Ben hayal dünyamın günlüğünü tutuyorum sadece...

26 Ocak 2018 Cuma

Selam olsun yaralarına tuz basanlara..





Mevsimler hızla değişirken, kök salacak bir yer, karanlıkta bir deniz feneri, hüzünlü bir şarkıda ki umut kırıntısına selam olsun... 


Zaman perondan koşarcasına ayrılan bir hız treni gibiydi.. İzlemek sadece başınızı döndürürdü.. Ve o yas hali.. Gidenlerin ve kalanların arasında hiçkimse oluşunuz.. Hiç kimseye benzemeyen haliniz.. Şarkılar hüzünlü ve sahici umutsuzluğunda kendinize sarılmanız.. Çaresizce avunma çabanız.. Can kazaz'ın sesinden yükselen kaçma hissi.. Kaçamamak! Olduğunuz yere çivilenmek , korkudan tabiri caizse donakalmak.. 

Kuru bir dalda çaresizce kalan son yeşil yapraktım ben. Kollarımı kendime sarmak, kendimi teselli etmek zorundaydım. Gece yarısı açılan üstümü kendim örtmeliydim. Hasta çorbamı kendim yapmak ve kendi kendimi naza çekmeliydim. Bazı kırgınlıkların bazı yaralarını kendim kapatmalıydım. Geri gelemeyeceklerin yollarını kendim beklemeliydim. 

Tuz basıp yarama, kırmızı rujumu bir kat fazla sürmeli ve diğer tüm insanların içinde en mutlu ben görünmeliydim..
İyileşemiyorsan eğer iyiymiş rolü yapmayı öğrenmek zorundasın..

P.S : Bu yazı çift kişilik yatağın ortasında yatan, kendisinden başkasına ihtiyacı kalmamış o çok yaralı kadınların yarasına üflemek için yazılmıştır.
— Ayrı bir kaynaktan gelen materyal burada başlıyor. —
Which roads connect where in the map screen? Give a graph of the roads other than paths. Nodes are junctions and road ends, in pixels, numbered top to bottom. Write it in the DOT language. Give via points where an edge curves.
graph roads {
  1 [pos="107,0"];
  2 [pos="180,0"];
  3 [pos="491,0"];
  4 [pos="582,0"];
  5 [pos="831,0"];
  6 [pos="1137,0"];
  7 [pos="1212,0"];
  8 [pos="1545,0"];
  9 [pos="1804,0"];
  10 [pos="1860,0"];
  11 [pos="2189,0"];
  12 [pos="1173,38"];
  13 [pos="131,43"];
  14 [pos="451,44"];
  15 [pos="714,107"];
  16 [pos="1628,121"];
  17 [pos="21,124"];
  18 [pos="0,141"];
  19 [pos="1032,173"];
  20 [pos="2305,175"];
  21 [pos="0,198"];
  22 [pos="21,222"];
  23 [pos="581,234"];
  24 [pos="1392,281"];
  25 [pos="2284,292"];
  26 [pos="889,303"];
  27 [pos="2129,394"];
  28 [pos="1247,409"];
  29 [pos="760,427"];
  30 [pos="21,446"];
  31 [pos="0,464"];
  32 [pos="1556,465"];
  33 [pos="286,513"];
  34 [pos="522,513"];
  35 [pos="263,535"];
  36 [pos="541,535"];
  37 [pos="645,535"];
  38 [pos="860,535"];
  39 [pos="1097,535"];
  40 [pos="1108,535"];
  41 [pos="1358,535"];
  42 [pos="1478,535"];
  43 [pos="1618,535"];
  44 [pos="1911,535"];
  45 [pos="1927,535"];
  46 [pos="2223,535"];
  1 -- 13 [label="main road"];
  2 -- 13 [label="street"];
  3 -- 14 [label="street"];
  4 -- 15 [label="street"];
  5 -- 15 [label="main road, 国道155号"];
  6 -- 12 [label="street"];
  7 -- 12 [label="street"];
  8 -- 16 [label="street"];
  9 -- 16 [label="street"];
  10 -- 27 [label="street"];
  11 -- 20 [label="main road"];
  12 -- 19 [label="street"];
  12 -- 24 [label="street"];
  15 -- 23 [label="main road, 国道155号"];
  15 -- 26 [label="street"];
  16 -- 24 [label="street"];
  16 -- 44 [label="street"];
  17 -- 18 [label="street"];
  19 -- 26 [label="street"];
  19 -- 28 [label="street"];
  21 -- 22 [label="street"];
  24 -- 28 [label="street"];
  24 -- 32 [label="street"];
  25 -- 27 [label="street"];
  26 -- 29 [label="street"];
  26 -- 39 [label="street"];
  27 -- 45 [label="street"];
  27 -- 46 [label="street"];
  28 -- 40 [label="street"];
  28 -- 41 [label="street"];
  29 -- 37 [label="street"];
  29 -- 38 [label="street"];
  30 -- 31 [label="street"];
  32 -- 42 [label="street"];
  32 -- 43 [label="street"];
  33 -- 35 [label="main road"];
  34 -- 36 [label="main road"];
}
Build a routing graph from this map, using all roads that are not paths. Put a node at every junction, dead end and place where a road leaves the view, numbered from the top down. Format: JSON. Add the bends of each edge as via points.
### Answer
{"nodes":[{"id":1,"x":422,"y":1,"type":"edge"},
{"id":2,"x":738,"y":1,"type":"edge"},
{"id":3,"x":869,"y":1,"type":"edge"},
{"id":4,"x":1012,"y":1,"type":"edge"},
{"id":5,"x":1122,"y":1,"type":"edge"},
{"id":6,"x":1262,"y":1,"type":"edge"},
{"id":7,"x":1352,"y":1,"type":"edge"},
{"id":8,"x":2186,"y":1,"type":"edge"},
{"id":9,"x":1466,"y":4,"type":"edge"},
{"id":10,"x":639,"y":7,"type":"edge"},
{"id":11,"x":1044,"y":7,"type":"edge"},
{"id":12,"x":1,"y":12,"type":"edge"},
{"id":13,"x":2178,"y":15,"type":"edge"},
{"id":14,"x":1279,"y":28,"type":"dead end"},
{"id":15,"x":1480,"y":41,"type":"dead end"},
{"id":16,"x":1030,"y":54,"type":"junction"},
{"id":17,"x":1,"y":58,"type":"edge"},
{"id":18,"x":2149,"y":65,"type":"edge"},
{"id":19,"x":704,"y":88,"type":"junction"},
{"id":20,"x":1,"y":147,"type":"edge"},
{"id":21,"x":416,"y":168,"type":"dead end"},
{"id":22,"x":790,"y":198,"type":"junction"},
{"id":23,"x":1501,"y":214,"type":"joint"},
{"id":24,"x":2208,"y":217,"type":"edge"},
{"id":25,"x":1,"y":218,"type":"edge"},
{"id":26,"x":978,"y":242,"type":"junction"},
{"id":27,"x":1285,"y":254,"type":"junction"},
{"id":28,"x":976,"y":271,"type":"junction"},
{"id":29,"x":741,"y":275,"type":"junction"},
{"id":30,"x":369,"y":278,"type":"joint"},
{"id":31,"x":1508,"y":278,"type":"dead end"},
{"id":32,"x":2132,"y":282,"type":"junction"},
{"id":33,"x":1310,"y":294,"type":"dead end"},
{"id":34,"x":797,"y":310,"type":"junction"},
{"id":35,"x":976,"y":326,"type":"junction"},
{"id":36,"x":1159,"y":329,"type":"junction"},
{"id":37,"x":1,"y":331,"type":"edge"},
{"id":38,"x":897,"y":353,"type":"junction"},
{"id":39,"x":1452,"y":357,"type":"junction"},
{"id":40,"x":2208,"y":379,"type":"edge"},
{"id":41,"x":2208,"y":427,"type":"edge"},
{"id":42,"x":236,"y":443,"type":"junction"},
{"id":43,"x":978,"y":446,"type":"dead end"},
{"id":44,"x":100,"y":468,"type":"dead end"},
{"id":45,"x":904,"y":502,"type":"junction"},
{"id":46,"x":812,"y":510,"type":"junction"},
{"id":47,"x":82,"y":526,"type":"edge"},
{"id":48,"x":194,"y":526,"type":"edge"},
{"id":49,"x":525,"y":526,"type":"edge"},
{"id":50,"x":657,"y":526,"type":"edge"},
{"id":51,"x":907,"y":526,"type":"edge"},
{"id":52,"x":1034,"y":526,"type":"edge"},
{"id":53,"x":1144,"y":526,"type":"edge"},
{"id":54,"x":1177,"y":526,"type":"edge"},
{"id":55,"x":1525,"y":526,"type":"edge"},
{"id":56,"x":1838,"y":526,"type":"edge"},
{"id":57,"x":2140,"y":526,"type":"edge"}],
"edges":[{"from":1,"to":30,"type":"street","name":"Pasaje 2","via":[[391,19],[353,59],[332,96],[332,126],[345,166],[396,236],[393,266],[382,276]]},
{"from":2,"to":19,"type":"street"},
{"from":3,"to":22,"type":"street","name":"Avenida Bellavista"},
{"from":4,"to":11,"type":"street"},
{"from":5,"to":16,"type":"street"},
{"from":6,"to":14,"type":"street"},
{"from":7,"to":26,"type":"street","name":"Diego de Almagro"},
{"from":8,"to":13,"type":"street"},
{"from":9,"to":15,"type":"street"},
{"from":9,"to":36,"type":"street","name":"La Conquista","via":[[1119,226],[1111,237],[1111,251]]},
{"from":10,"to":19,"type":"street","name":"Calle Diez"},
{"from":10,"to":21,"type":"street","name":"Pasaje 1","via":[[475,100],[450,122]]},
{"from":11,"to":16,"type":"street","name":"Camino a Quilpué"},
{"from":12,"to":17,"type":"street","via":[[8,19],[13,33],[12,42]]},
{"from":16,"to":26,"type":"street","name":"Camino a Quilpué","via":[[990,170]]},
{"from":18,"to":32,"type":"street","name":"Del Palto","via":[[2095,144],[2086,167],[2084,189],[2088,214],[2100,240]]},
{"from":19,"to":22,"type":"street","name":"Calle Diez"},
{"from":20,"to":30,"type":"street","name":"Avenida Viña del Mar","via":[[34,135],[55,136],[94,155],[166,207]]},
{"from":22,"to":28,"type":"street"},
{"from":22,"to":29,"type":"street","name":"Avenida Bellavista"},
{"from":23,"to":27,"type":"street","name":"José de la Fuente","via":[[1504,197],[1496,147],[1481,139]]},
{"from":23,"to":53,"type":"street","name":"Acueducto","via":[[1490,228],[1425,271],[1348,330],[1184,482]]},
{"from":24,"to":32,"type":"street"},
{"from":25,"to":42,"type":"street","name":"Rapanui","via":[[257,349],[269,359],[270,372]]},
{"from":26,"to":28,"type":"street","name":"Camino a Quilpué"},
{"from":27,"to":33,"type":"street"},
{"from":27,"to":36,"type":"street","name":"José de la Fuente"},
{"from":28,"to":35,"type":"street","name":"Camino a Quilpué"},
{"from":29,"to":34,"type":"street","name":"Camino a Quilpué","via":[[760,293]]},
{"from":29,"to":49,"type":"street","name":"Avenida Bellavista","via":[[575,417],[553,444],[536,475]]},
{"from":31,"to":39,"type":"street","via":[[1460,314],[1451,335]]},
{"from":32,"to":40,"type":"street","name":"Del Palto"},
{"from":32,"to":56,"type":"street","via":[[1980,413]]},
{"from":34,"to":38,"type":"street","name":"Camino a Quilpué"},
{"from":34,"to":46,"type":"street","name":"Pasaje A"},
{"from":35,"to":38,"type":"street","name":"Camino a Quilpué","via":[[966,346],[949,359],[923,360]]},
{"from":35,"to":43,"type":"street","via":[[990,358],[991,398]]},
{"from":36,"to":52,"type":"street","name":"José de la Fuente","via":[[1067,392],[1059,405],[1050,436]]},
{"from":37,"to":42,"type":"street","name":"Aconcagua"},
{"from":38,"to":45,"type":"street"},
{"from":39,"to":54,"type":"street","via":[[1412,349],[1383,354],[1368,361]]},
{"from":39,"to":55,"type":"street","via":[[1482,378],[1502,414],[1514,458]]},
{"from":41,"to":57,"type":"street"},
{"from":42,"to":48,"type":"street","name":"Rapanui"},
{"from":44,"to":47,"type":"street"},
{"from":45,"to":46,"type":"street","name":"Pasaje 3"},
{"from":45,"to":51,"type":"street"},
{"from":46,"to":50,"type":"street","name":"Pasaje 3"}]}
Yalnız değilsin!

Kızkardeşlikle,

Öz

6 Ocak 2018 Cumartesi

Ah..




Hiç ah etmedim! Bazen aklımdan geçti geçmedi diyemem, ama hiç kalbimden geçmedi.. Hiç ah edemedim. En iyisi olsun istedim. En iyisini yaşa! En iyisi çıksın karşına. En güzel sabaha sen uyan en güzel gökyüzüne sen bak. En güzel tesadüfler sana rastlasın. En büyük mucizeler seni bulsun. Tüm duaların kabul olsun. Hep bunu istedim. Hala daha bunca acıya bunca kırgınlığa rağmen sadece bunu istiyorum. Sen mutlu ol. Çünkü biliyorum ki sen mutlu olursan benden vazgeçersin. Ve sen benden vazgeçersen ben iyileşirim. 

Anlamıyorsun beni. Bu acı fazla derin fazla büyük.. Bu acıya tahammül edemiyorum. Ben bunu kaldıramıyorum artık. Ve sen hiç kolaylaştırmıyorsun bunu.. Bir uçurumun kıyısında geziyormuşum gibi.. Son bir nefes hakkım varmış gibi yaşıyorum. Bana ait kalan bir burası var.. Bunu alma benden. Burayı kapatmak zorunda bırakma beni. Buraya ihtiyacım var. Devam edebilmek için yazdıklarımı okuyan bir kaç kırgın kalbin bana yazacağı bir cümleye ihtiyacım var. Burası benim sığınağım. Evim.  Bana sözlerinin dokunmasını  engelleyemediğim bir tek burası kaldı. Mabedimden uzak dur. Kendimi toparlamak için verdiğim mücadelemde beni yalnız bırak. Bırak düzelsin birşeyler. Toprağım dinlensin. Dinlensin ki yeni filizlere gücüm olsun..  Bırak ne olur yaşamak için buraya ihtiyacım var.

Vebalini alma artık ruhumun. Girme günahına bir damla kalmış gururumun.. Bir nefes ötesi yok bende.. Bu kadarcık kaldım işte.. Burası kadar. Bir kaç satır.. Bir kaç imla hatası kadarım.. Yazma artık. Gözünü sevdiğim, gözümden sakındığım yazma.. Bir parça sevgin kaldıysa bana dair yazma artık!

P.S: Bu yazı tam da üzerine alınacak kişiye bile isteye ılık bir Ocak akşamnda Graveyard dinlenilerek sonsuz bir yılgınlıkla yazılmıştır.